When an enterprise AI programme stalls, the post-mortem usually reaches for the model: the wrong one was chosen, the prompts were weak, the vendor underdelivered. In our experience the real cause is almost always upstream of the model entirely. The system could not get reliable, timely, governed access to the data it needed, because that data lived in systems built years or decades before anyone intended to read them programmatically at scale. The model was never the bottleneck. The thirty-year-old policy administration system with no API was the bottleneck, and no amount of model selection fixes that.
This is uncomfortable because it reframes an AI programme as, in large part, a modernisation programme. The exciting work of choosing and tuning models sits on top of the unglamorous work of making enterprise data accessible, current, and trustworthy through interfaces something else can consume. Organisations that skip the second and fund only the first produce a string of impressive prototypes on extracted sample data that cannot be productionised, because production requires the live data the prototype never had to touch. The modernisation is not a precondition you can defer. It is the project.
Why AI raises the stakes on data access
Legacy integration was always painful, but its consequences were contained. A nightly batch export feeding a quarterly report could be a day stale and slightly wrong and the damage was a footnote. The same data, read live by an AI system that customers or clinicians interact with in real time, turns staleness and error into confidently delivered wrong answers at the moment of decision. The tolerance for bad data access collapses precisely as AI makes the data more consequential, and systems that were tolerable as analytical sources become liabilities as AI sources.
The other shift is from periodic to continuous and from human-mediated to machine-mediated. A human analyst pulling a report applies judgement, notices when a number looks wrong, and silently compensates for the system's quirks. An AI system reading the same source has none of that judgement and will faithfully propagate whatever the source hands it. This is why 'we already have integrations' is rarely the reassurance teams think it is: those integrations were built for human-supervised, latency-tolerant reporting, and AI needs the opposite, which is machine-consumable, low-latency, contract-backed access that fails loudly rather than quietly.
The three modernisation moves that actually unblock AI
The modernisation work that matters reduces to three moves, in rough order of leverage.
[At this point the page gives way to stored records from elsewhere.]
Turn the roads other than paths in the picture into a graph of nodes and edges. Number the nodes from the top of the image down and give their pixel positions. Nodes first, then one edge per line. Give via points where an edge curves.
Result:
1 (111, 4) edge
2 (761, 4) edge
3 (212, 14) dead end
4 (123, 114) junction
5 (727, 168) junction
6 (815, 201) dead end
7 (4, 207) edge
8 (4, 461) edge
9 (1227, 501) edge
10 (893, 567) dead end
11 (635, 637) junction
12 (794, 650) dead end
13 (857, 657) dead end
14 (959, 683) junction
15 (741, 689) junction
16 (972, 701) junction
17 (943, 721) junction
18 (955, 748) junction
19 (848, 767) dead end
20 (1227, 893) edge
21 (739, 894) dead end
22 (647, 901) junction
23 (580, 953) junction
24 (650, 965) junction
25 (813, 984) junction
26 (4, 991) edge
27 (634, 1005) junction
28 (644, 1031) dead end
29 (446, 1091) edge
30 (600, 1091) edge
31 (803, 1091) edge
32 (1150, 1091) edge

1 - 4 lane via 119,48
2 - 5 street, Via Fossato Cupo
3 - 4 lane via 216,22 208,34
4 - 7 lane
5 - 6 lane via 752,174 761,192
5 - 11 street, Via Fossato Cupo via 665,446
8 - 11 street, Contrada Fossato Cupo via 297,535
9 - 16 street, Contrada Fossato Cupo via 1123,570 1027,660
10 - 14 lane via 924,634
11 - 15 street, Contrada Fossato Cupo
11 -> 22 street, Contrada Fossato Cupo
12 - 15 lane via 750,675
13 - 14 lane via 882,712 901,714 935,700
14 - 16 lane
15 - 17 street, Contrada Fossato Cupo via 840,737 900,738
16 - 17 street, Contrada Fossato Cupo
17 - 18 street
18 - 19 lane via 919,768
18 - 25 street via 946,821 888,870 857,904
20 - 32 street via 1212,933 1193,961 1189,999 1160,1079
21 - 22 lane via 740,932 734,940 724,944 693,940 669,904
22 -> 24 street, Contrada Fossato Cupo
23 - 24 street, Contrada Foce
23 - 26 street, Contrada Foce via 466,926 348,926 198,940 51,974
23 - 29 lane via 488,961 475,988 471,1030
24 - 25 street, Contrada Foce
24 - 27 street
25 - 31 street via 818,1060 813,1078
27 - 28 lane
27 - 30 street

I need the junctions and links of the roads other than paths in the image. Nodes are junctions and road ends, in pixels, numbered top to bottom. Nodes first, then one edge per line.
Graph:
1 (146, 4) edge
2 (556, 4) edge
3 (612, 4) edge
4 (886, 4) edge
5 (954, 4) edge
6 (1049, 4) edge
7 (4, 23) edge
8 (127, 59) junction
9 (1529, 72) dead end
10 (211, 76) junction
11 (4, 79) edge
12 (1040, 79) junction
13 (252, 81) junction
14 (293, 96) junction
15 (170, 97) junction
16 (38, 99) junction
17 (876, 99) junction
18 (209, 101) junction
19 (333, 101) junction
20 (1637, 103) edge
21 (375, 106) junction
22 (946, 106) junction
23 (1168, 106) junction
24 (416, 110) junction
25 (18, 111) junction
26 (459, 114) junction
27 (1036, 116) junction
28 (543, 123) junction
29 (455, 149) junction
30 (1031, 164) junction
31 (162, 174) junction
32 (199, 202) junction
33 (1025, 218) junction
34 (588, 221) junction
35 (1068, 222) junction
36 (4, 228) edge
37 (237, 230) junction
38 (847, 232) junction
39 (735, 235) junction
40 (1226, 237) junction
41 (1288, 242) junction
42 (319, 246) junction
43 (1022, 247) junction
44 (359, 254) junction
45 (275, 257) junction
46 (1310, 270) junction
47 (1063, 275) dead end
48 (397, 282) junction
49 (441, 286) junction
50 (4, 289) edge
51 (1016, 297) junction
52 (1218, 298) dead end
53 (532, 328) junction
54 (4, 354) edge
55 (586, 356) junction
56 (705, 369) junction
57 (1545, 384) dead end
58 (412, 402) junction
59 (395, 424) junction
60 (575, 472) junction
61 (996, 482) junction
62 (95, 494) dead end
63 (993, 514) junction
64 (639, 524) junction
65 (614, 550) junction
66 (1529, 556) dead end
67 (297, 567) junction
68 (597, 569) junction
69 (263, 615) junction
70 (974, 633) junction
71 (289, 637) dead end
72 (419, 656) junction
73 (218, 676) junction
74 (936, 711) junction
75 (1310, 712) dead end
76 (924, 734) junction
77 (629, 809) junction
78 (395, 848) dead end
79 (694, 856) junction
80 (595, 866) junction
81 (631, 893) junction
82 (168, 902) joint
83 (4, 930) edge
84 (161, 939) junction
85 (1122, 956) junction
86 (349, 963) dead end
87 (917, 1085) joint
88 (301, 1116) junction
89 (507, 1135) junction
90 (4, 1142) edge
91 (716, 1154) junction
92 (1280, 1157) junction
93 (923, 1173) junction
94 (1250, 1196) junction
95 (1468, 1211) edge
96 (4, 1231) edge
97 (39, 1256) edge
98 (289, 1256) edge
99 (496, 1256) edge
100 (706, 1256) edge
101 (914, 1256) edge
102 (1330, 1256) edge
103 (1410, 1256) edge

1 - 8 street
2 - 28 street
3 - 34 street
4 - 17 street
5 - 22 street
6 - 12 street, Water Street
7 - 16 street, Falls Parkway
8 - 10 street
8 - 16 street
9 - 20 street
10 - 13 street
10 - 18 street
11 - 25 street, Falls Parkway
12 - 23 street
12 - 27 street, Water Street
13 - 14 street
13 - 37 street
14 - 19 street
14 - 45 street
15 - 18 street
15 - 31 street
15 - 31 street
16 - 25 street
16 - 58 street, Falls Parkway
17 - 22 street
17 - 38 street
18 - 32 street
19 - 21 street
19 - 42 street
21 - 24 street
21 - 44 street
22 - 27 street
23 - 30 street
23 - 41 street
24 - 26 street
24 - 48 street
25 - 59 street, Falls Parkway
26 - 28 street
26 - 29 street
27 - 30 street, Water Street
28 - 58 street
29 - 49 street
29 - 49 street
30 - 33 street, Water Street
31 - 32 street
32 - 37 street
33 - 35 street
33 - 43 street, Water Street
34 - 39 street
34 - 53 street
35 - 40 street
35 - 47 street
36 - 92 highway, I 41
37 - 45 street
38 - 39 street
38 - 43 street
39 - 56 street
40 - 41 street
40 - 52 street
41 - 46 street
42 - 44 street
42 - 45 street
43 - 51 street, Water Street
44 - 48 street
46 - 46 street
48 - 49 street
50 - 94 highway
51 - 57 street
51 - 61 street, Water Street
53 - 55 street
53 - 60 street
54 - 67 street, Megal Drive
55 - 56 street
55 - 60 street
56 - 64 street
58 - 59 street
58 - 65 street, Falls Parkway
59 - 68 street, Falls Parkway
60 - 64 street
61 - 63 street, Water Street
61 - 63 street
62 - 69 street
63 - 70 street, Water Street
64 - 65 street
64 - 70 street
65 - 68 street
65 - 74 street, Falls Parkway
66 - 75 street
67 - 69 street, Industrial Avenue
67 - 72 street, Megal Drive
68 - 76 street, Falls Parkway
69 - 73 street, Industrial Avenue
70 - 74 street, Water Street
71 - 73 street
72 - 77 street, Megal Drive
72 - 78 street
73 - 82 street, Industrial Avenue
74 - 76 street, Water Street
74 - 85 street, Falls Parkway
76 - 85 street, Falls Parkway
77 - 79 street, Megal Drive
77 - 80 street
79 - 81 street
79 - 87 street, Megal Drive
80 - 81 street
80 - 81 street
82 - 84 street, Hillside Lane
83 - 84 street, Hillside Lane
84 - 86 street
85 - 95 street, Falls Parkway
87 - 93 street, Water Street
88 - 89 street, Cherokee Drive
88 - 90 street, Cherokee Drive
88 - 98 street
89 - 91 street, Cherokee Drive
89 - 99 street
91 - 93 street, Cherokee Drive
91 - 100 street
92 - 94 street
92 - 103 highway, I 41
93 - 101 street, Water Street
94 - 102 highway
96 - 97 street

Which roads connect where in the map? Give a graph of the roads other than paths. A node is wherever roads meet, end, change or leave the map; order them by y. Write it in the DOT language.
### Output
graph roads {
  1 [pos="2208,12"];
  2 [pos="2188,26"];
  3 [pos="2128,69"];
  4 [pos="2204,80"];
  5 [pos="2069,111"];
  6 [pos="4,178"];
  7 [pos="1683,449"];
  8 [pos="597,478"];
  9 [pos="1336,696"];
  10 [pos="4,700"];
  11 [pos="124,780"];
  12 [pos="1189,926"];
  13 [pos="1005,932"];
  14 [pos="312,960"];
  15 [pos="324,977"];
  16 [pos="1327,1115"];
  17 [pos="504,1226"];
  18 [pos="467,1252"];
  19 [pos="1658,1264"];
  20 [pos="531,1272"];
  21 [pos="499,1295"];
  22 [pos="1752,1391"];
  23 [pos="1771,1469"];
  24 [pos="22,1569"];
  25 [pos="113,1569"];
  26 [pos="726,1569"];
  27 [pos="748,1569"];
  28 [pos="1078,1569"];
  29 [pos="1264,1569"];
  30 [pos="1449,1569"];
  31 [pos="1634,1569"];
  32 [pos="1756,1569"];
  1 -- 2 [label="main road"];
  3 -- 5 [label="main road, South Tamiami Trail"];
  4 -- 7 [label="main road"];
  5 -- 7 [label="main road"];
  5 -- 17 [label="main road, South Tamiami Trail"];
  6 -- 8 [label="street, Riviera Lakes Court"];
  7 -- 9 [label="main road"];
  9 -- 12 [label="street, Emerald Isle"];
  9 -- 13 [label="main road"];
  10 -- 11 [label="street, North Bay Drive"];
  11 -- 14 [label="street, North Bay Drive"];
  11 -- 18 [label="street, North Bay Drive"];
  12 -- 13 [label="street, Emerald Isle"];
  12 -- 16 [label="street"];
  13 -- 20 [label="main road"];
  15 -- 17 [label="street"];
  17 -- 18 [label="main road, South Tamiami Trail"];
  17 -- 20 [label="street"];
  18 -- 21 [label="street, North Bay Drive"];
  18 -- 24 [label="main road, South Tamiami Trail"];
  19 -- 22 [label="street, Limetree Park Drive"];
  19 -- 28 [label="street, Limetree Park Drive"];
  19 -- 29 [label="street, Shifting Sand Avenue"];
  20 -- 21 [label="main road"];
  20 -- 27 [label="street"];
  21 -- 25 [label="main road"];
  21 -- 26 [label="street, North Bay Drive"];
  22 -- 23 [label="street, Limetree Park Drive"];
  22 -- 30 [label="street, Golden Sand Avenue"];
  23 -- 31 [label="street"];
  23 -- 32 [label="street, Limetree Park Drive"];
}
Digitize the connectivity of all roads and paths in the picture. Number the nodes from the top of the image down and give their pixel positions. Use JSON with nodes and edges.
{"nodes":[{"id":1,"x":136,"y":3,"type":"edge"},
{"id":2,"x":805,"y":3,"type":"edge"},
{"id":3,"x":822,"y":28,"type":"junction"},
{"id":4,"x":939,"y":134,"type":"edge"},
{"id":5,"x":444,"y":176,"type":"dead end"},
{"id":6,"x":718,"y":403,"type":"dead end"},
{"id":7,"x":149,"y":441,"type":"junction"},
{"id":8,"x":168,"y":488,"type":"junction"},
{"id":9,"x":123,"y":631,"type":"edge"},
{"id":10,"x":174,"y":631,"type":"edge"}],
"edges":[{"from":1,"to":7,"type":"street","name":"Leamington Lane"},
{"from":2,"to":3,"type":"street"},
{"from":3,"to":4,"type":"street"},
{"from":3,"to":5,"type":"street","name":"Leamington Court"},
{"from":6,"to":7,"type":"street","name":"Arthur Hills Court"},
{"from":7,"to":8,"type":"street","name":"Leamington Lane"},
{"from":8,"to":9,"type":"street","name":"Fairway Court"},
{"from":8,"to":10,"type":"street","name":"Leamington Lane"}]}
The first is APIs over systems of record: a stable, documented, access-controlled interface in front of the legacy system, so consumers stop reaching into its internals and start calling a contract that can be versioned and governed. This is frequently the highest-leverage single investment, because it decouples everything downstream from the legacy system's schema and lets you modernise behind the interface without breaking consumers.
The second is data products: curated, owned datasets with a documented schema, an owner, a known consumer set, and a service level, published deliberately rather than scraped from a pipeline nobody maintains. A data product is a contract; a pipeline is a one-way commitment from a source you do not control to a target that did not ask for permission. AI systems need contracts, because they need to know the data will be there, current, and shaped as promised, and to be alerted when that breaks rather than discovering it through fabricated output. The third is event streams: publishing meaningful business events as they happen, so that AI systems can react to current reality instead of polling a stale snapshot, which is what most real-time AI use cases actually require underneath the demo.
Sequencing the work so it pays its own way
The objection to all of this is that modernisation is a multi-year programme and the business wants AI this year. The resolution is to sequence by use case rather than attempting to modernise everything first, which is how these programmes die of their own ambition. Pick the first genuinely valuable AI use case, identify the specific data it needs, and modernise exactly that access path: the one API, the one data product, the one event stream that unblocks it. The AI use case funds and justifies the modernisation, and the modernisation outlives the use case as reusable infrastructure the next one inherits.
Done this way the two programmes reinforce each other instead of competing for budget. Each AI use case pulls a slice of modernisation into existence and pays for it with a concrete result, and over a few cycles the organisation accumulates a genuinely modern, contract-backed data layer, built incrementally and justified at every step. The alternative we see repeatedly is a big-bang modernisation with no use case attached, which loses funding the moment budgets tighten, and a parallel stream of AI prototypes that never ship because the data layer they needed was the thing that got cut. Tie them together and both survive. Keep them apart and you tend to get neither.